ENTREVISTA: TIM KINSELLA – DISTOPIA E REALIDADE

Muito pode ser escrito sobre o trabalho de Tim Kinsella (Cap’n Jazz, Everyoned, Friend/Enemy, Joan Of Arc, The Knick’d Rakes, Make Believe, Owls, Sky Corvair, Good Fuck), mas eu vou resumir: sua música é o contrário de fan service, desafiadora e generosamente (e radicalmente) modificada a cada trabalho.

Seu catálogo de canções envolve desde os princípios do post-hardcore (na base de um Fugazi) até canções mais abstratas, envolvendo mesmo a releitura da trilha-sonora do clássico “A Paixão De Joana d’Arc” (1928, Carl Theodor Dreyer). Seu último disco, “1984”, pelo Joan Of Arc (ouça aqui), é uma releitura que incorpora a distopia de George Orwell com o passado da vocalista Melina Ausikaitis, uma jornada sentimental que passa pelo post-rock, música ambiente e dream pop pra investigar uma infância através de reminiscências e impressões, desenhando rabiscos que se dissolvem na constante progressão instrumental.

Pra um escopo mais amplo de sua obra, recomenda-se a recente entrevista pra Noisey ou o incrível documentário, também da Noisey. Enfim, há muitas e muitas entrevistas suas durante todos os mais de trinta anos na música que podem ser encontradas, por isso, nesta, decidi uma abordagem pessoal, revelando minha admiração por seu trabalho e focando especialmente no trabalho com o Joan Of Arc e seu mais recente “1984”.

Floga-se: Ouço suas bandas desde que eu tinha quatorze anos. Por que você acha que Joan Of Arc e seus projetos carregam essa estranha intimidade?

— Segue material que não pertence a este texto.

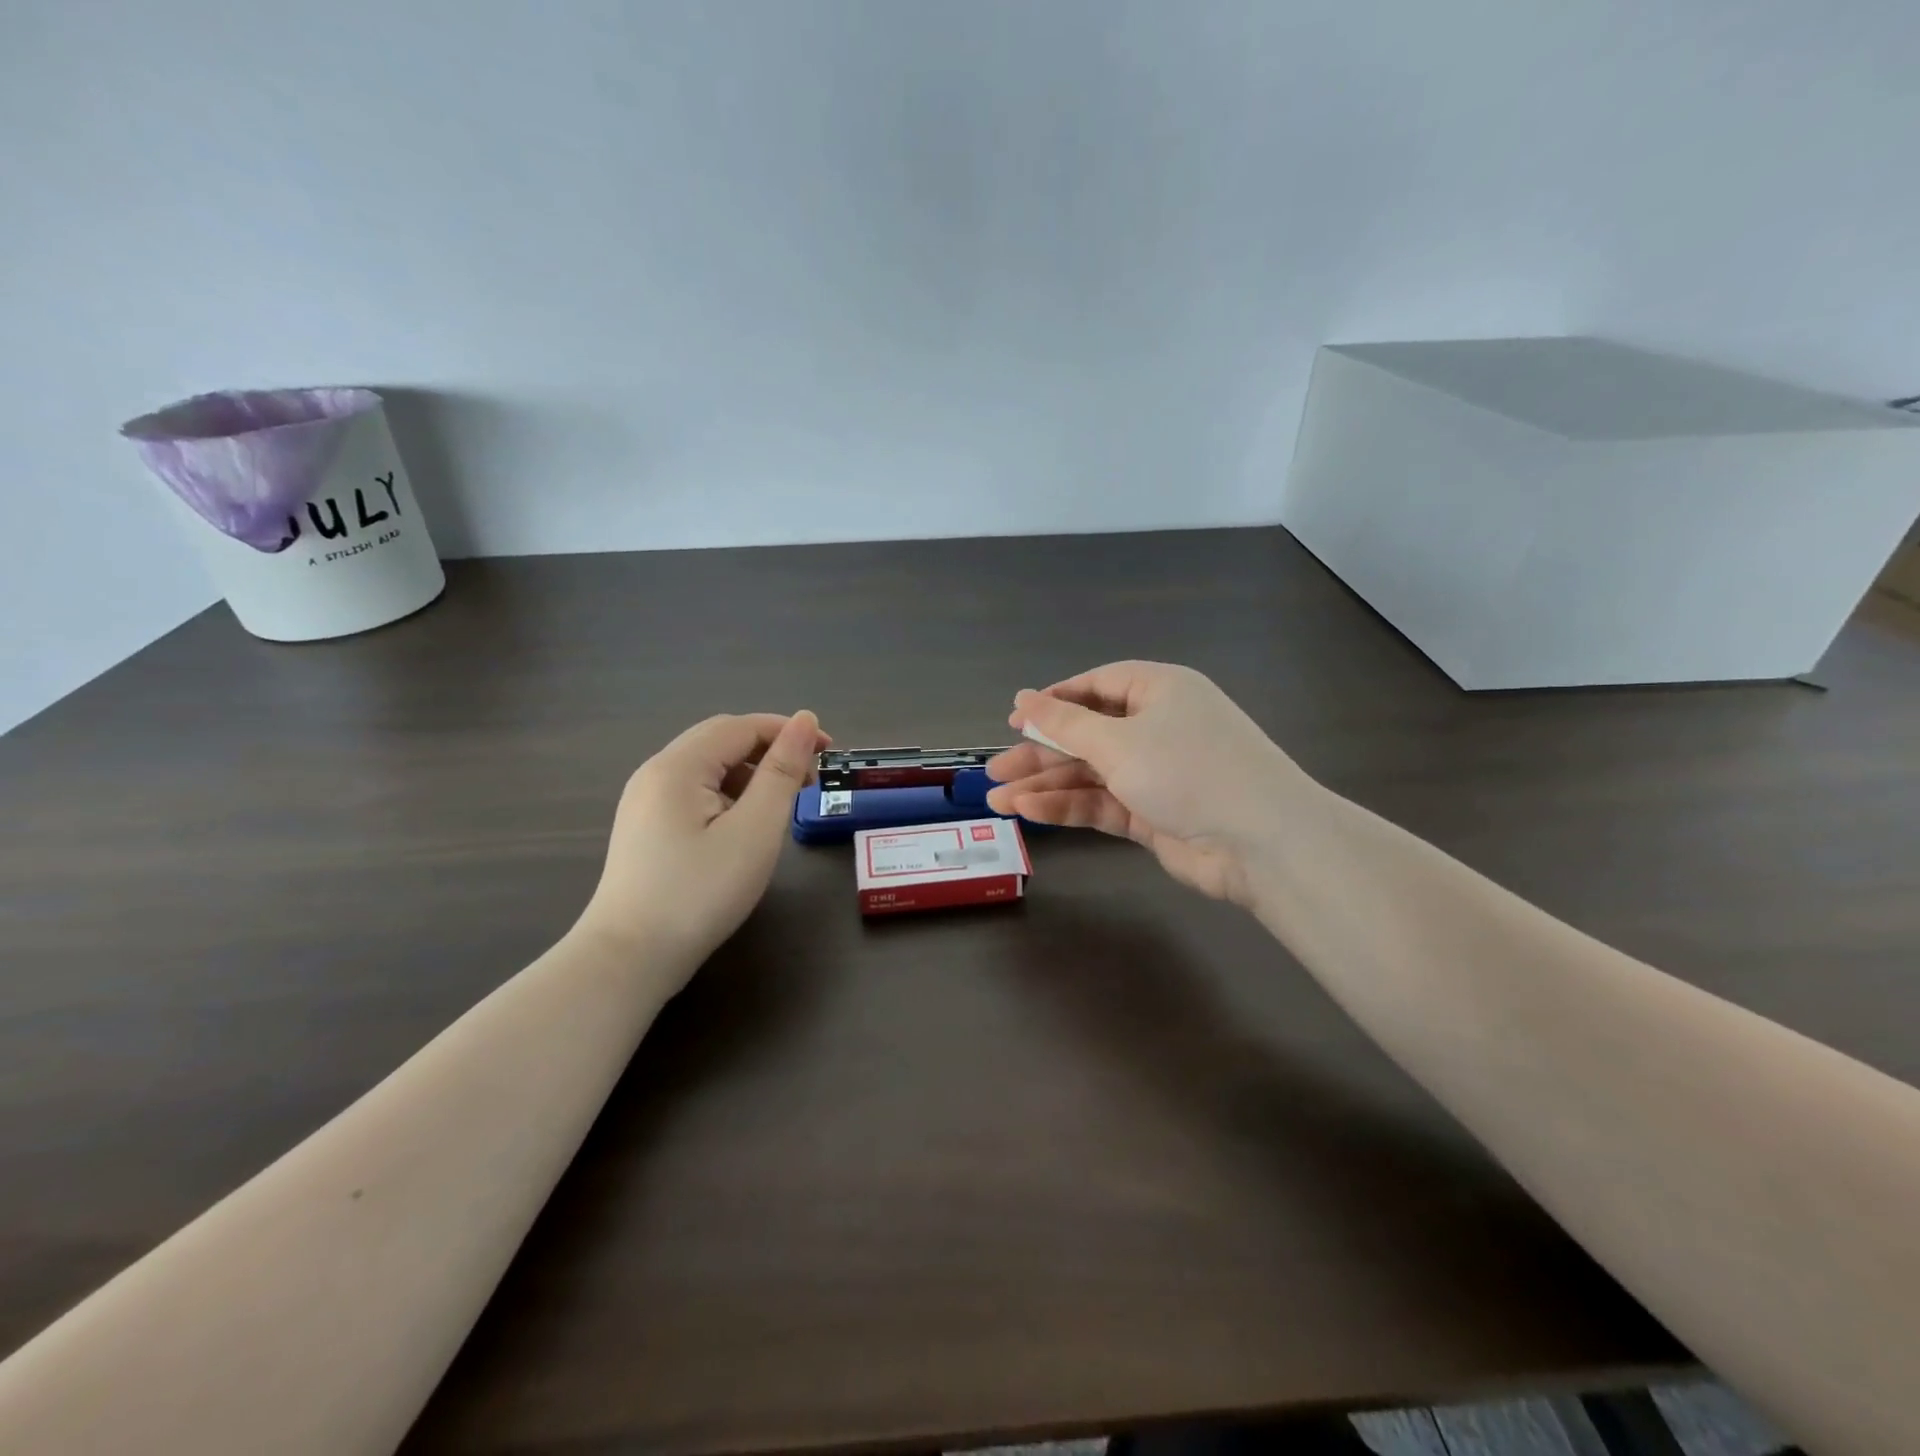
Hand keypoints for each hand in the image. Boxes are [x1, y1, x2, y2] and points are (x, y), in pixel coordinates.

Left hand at [578, 711, 829, 981]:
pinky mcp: (645, 828)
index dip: (788, 731)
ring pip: (708, 767)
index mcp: (678, 766)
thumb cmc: (700, 892)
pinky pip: (694, 792)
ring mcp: (645, 801)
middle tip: (811, 778)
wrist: (629, 959)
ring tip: (783, 804)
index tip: (830, 752)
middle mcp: (656, 773)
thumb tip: (806, 720)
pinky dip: (729, 795)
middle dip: (770, 750)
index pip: (741, 726)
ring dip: (751, 773)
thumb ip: (782, 772)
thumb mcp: (754, 830)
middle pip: (721, 740)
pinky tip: (745, 825)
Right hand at [984, 662, 1302, 906]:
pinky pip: (1103, 803)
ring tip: (997, 800)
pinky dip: (1069, 807)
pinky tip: (1030, 812)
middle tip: (994, 770)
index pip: (1097, 686)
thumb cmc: (1188, 769)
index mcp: (1159, 691)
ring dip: (1046, 785)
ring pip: (1090, 774)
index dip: (1054, 701)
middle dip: (1040, 753)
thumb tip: (1023, 698)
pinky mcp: (1154, 814)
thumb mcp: (1118, 740)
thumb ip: (1064, 723)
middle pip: (1087, 734)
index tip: (1015, 719)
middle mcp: (1158, 727)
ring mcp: (1156, 773)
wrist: (1261, 842)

Tim Kinsella: Minha resposta à minha própria música é obviamente muito diferente da resposta de qualquer outra pessoa, então eu realmente não poderia imaginar falar por alguém. É emocionante saber que existem algumas pessoas que estão recebendo a transmissão. Muitas vezes não parece que é esse o caso. Se eu tivesse que adivinhar porque alguém sentiria essa conexão com a música, provavelmente seria em parte porque há muita música em um período de tempo tão longo, como uma longa série de TV. E mesmo que as pessoas não fiquem entusiasmadas com um episódio ou uma temporada específica, elas ainda se sentem conectadas aos personagens de alguma forma. E provavelmente ajuda o fato de não temos nos tornado muito populares, então as pessoas podem se sentir como se estivessem em um segredo que nunca foi corrompido por parecer chamativo ou falso.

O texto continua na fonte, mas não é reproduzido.